Figure 5. Unstable and Metastable Liquid–Liquid Equilibrium Regions for a Water/n-Octane Blends using: (a,b) Klauck et al. parameters [30] and (c,d) Aspen Plus V9 parameters. Parameters reprinted with permission from Klauck, M.; Grenner, A.; Schmelzer, J. Liquid–liquid(–liquid) equilibria in ternary systems of water + cyclohexylamine + aromatic hydrocarbon (toluene or propylbenzene) or aliphatic hydrocarbon (heptane or octane). J. Chem. Eng. Data, 2006, 51, 1043–1050, doi:10.1021/je050520f. Copyright 2021 American Chemical Society.
Processes 09 00413 g005
Furthermore, it is possible to observe in Figure 5a–d, that a “stable” region boundary can be established by using a “double tangent line” (black broken line) connecting two ΔGmix points. These “double tangent line” shared points correspond to the mutual miscibility of both phases. The double tangent condition shows the system stable state [34,40]. One should note that in the case of the “metastable” region, the temperature and model parameters that are used have an influence over the region, adding uncertainty over the mixture stability.

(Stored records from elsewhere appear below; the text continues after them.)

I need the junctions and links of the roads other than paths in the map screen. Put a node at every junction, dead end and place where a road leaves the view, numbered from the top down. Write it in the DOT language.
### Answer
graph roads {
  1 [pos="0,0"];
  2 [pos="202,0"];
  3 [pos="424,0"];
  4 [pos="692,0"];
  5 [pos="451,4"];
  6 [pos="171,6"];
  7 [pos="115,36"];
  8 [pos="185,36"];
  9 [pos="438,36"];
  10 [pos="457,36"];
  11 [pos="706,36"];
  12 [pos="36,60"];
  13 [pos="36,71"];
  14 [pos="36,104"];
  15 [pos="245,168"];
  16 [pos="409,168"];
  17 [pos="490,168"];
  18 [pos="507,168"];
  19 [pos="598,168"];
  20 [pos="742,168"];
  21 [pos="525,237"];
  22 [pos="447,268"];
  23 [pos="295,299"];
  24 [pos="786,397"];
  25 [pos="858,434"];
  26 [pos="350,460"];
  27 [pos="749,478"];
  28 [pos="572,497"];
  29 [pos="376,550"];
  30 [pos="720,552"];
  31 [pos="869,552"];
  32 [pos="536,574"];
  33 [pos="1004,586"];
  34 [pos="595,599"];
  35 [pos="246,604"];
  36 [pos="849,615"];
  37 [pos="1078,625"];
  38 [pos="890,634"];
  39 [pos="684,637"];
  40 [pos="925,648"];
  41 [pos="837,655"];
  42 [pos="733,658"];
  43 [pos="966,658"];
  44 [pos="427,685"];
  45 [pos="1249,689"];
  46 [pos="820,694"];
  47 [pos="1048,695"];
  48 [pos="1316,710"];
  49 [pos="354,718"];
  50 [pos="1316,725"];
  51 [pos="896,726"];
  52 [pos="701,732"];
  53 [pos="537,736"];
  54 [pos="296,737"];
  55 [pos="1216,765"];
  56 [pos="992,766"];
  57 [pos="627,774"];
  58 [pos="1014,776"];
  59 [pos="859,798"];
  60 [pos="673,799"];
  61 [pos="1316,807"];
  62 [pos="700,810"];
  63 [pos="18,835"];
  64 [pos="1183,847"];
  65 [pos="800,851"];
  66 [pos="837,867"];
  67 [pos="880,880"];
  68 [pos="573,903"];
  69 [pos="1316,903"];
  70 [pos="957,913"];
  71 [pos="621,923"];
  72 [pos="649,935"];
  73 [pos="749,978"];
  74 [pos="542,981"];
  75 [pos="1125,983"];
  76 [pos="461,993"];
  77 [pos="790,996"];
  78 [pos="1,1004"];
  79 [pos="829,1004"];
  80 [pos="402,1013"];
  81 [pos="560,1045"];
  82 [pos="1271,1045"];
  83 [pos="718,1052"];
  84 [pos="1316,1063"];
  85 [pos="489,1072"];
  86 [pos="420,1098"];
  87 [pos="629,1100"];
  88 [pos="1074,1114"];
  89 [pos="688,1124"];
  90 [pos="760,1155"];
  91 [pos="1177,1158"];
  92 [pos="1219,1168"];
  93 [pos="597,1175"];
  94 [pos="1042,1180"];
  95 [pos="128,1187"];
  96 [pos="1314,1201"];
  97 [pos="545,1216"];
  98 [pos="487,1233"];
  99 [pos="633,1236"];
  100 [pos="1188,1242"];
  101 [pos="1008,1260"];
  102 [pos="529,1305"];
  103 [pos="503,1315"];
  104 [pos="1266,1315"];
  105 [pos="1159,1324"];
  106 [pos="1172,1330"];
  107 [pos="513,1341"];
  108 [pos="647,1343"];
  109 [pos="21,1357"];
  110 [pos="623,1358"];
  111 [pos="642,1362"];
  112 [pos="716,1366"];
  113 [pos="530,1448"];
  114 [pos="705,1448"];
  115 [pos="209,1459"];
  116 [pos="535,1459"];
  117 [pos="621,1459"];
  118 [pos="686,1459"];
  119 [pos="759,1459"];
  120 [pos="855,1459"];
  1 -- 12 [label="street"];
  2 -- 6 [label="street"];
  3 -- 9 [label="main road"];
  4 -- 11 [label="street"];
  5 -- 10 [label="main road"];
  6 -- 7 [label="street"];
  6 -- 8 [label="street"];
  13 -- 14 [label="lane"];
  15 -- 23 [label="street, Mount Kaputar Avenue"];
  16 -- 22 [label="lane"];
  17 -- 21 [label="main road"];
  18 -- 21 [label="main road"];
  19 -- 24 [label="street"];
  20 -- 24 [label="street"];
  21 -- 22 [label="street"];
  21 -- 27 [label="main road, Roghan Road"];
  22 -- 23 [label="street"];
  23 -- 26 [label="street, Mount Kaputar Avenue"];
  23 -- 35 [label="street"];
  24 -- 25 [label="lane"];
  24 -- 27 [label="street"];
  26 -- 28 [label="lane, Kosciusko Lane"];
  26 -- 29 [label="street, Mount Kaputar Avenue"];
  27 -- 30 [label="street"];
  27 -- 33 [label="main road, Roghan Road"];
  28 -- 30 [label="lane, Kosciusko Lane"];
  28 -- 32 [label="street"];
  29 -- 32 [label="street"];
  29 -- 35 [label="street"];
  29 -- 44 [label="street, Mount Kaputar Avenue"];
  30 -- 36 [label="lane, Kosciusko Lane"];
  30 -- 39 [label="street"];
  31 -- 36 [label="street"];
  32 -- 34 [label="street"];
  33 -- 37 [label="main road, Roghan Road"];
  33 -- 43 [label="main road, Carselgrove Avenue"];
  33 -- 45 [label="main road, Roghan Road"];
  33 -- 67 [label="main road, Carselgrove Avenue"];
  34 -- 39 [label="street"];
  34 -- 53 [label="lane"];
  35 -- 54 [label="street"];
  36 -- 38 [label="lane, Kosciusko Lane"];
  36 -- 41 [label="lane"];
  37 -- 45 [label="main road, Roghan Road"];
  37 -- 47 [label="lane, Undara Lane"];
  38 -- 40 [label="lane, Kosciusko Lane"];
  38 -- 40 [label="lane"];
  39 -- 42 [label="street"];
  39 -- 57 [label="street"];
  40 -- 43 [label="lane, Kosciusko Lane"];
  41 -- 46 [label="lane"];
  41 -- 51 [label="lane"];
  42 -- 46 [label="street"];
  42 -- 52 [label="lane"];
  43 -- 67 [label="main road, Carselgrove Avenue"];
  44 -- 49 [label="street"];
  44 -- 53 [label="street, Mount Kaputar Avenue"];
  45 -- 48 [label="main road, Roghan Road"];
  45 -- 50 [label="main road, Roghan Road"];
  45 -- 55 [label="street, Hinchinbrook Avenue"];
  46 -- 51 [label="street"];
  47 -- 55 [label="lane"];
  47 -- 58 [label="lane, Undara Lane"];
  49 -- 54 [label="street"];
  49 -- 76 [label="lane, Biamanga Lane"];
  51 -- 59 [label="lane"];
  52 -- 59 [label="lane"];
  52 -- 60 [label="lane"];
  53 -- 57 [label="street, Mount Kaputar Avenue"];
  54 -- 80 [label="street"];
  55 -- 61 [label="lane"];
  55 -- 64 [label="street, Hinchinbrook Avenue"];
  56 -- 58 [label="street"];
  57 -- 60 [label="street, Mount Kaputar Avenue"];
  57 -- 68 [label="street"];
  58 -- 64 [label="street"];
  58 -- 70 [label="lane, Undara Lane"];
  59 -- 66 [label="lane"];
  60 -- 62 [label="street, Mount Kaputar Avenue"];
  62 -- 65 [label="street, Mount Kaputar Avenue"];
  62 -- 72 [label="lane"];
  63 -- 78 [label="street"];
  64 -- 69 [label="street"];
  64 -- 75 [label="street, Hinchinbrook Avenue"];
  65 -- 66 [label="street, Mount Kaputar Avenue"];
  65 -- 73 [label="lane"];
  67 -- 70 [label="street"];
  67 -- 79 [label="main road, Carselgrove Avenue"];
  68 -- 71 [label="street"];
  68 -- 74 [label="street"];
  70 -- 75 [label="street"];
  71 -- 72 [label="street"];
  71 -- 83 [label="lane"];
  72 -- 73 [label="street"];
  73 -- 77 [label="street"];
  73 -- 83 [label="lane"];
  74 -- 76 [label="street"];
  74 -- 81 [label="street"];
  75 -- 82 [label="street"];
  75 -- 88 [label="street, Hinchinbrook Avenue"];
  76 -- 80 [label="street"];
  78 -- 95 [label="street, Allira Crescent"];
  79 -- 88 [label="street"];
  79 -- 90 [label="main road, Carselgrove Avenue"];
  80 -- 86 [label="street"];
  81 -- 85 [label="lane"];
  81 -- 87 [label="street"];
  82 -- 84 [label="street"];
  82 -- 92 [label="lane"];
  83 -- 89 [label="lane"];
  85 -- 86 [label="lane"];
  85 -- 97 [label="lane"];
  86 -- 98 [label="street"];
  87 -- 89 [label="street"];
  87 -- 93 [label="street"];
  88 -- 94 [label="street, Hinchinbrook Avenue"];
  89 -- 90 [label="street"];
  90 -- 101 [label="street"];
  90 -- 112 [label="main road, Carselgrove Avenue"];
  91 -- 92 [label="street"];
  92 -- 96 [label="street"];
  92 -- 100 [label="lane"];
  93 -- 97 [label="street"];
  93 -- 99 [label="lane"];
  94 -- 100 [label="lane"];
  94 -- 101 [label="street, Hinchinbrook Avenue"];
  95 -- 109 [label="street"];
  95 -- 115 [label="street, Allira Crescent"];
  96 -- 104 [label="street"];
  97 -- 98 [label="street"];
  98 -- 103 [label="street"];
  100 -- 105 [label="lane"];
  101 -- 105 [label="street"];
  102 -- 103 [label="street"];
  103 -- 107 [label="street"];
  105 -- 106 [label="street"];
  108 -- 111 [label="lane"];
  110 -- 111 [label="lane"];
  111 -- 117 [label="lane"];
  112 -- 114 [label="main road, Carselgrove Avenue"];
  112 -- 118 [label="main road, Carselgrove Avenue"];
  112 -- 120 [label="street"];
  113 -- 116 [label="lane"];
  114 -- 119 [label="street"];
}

Figure 6 reports the VLLE at 1 atm and 89.5 °C, for the water/n-octane blends. This condition corresponds to the calculated TPR (Three Phase Region) at 1 atm. One should note that TPRs at 89.89 °C [24] and 86.76 °C [23] were previously reported. It is possible to observe, as is suggested in Figure 6a, that the tangent line now contacts the “three” ΔGmix minima points, instead of two, with this corresponding to two liquid phases and one vapor phase condition (Three Phase Region). One can notice as well, that the “three-point tangent line” is better described by Klauck et al. [30] parameters. However, and as shown in the “close up” in Figure 6b, in practice, none of the available models present an exact three-point tangent line. This suggests that there are errors in this prediction and that a better model still needs to be developed.
Figure 7 provides a closer view of the ΔGmix for VLLE at 70 °C, for n-octane–water blends, at low and high n-octane concentration levels, with this showing that evaluating mutual miscibility of hydrocarbon/water systems remains a challenge. In fact, for the low water molar fractions, the solubility of water in the hydrocarbon phase is described as a change of slope in the ΔGmix. In the same way, it is possible to notice that for high water fraction regions (aqueous phase) the solubility of hydrocarbon in water experiences a flattening of the Gibbs Free energy of mixing. In this sense, the n-octane in the water mixture presents partial miscibility, which is a critical condition to be identified for environmental reasons and process optimization purposes.
Figure 7. Closer View of ΔGmix/RT and Mutual Solubility Regions of Water/n-Octane system. The NRTL model implemented with win Aspen Plus V9 and Klauck et al. (2000) binary interaction parameters (BIP) at 70 °C. (a) highly diluted water in n-octane region, (b) highly diluted octane in water region. Note: reported data points are from [23,24].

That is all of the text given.